Friday's post about my "datacenter fantasy" yielded a lot of great reader comments, ranging from "Duh, why don't you just do this in the cloud" to "What a great idea!" to "This might happen when hell freezes over." I'm paraphrasing, of course, but I thought it was worth some further discussion as I give really serious thought to making IT partnerships work in my town and cutting costs for schools, the municipality, and local businesses.
Given that I'm about as big a cloud supporter as there is to find in education, why didn't I suggest the cloud idea? It makes sense that we could very cheaply provision virtual servers and even desktops with the right cloud provider. This would probably be a worthwhile long-term vision. However, the constituents associated with this effort all have some investment in server hardware and software. Starting by simply moving the existing hardware to a secure, high-bandwidth location would save money and avoid too large a paradigm shift at the beginning of the effort. The real goal was to get the servers more highly available and out of closets or out from underneath desks.
Other readers felt that the goal was too lofty and certainly too expensive. I did call this a fantasy, didn't I? Even at our bargain-basement real estate prices around here, just the acquisition cost for the property would be significant. I don't doubt that substantial electrical upgrades would be necessary, but fire suppression and HVAC could probably wait. Most of the vacant buildings are air conditioned and this would not be a rack-dense environment. Keep in mind that we'd be starting with a few racks and several of the sorts of random towers that offices tend to accumulate when they lack IT and infrastructure support for planning server deployments. Cooling needs could be handled with standard office AC to start.

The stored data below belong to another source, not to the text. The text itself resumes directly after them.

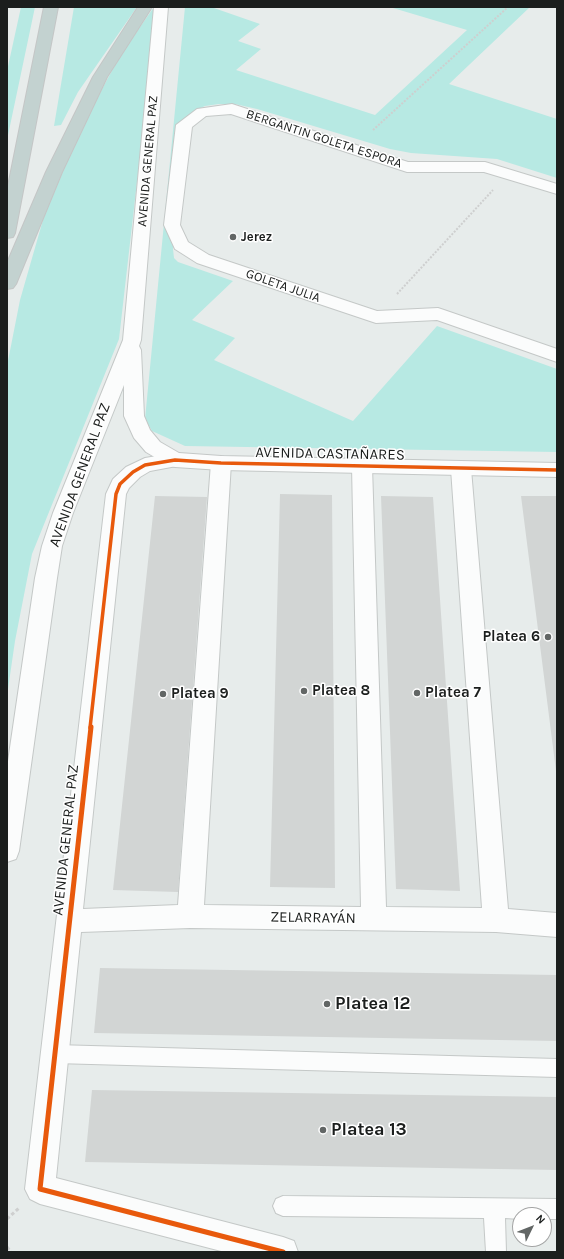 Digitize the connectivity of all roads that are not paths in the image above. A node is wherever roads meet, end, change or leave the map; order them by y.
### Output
1 (51, 7) edge
2 (145, 7) edge
3 (161, 7) edge
4 (232, 109) joint
5 (557, 189) edge
6 (7, 233) edge
7 (7, 284) edge
8 (132, 340) junction
9 (557, 356) edge
10 (175, 460) junction
11 (221, 463) junction
12 (362, 466) junction
13 (461, 469) junction
14 (557, 470) edge
15 (116, 494) joint
16 (7, 851) edge
17 (190, 916) junction
18 (374, 919) junction
19 (496, 920) junction
20 (69, 921) junction
21 (557, 925) edge
22 (55, 1054) junction
23 (557, 1068) edge
24 (283, 1206) dead end
25 (494, 1208) junction
26 (557, 1209) edge
27 (283, 1252) edge
28 (496, 1252) edge

1 - 6 highway
2 - 7 highway
3 - 8 street, AVENIDA GENERAL PAZ
4 - 5 street, BERGANTIN GOLETA ESPORA
4 - 9 street, GOLETA JULIA
8 - 10 street, AVENIDA GENERAL PAZ
8 - 16 street, AVENIDA GENERAL PAZ
10 - 11 street, AVENIDA CASTAÑARES
10 - 15 street, AVENIDA CASTAÑARES
11 - 12 street, AVENIDA CASTAÑARES
11 - 17 street
12 - 13 street, AVENIDA CASTAÑARES
12 - 18 street
13 - 14 street, AVENIDA CASTAÑARES
13 - 19 street
15 - 20 street, AVENIDA GENERAL PAZ
17 - 18 street, ZELARRAYÁN
17 - 20 street, ZELARRAYÁN
18 - 19 street, ZELARRAYÁN
19 - 21 street, ZELARRAYÁN
20 - 22 street, AVENIDA GENERAL PAZ
22 - 23 lane
22 - 27 street, AVENIDA GENERAL PAZ
24 - 25 lane
25 - 26 lane
25 - 28 lane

Another reader asked me via Twitter who would pay for the data lines. I envision a non-profit corporation or cooperative into which all of the constituents could buy who would manage and pay for the fiber and data connections (and the building and utilities, for that matter). Potentially, though, we could sell municipal bonds or find some other public/private funding mechanism.
Another reader had a great suggestion for getting started. Fiber, though inexpensive by the foot, remains quite costly to run and light. Copper, on the other hand, is incredibly cheap, as is the end-point hardware, and the bandwidth is easy to aggregate and apportion with simple devices. A copper-based infrastructure, while somewhat dated, could still provide substantial improvements for our area and help us achieve this fantasy (at least in some form to start out) at a lower cost.
I called it a fantasy, but if enough players could buy in, then economies of scale would allow for cost savings and long-term growth into a model that supported cloud computing, local high-speed access, on-premise computing, etc.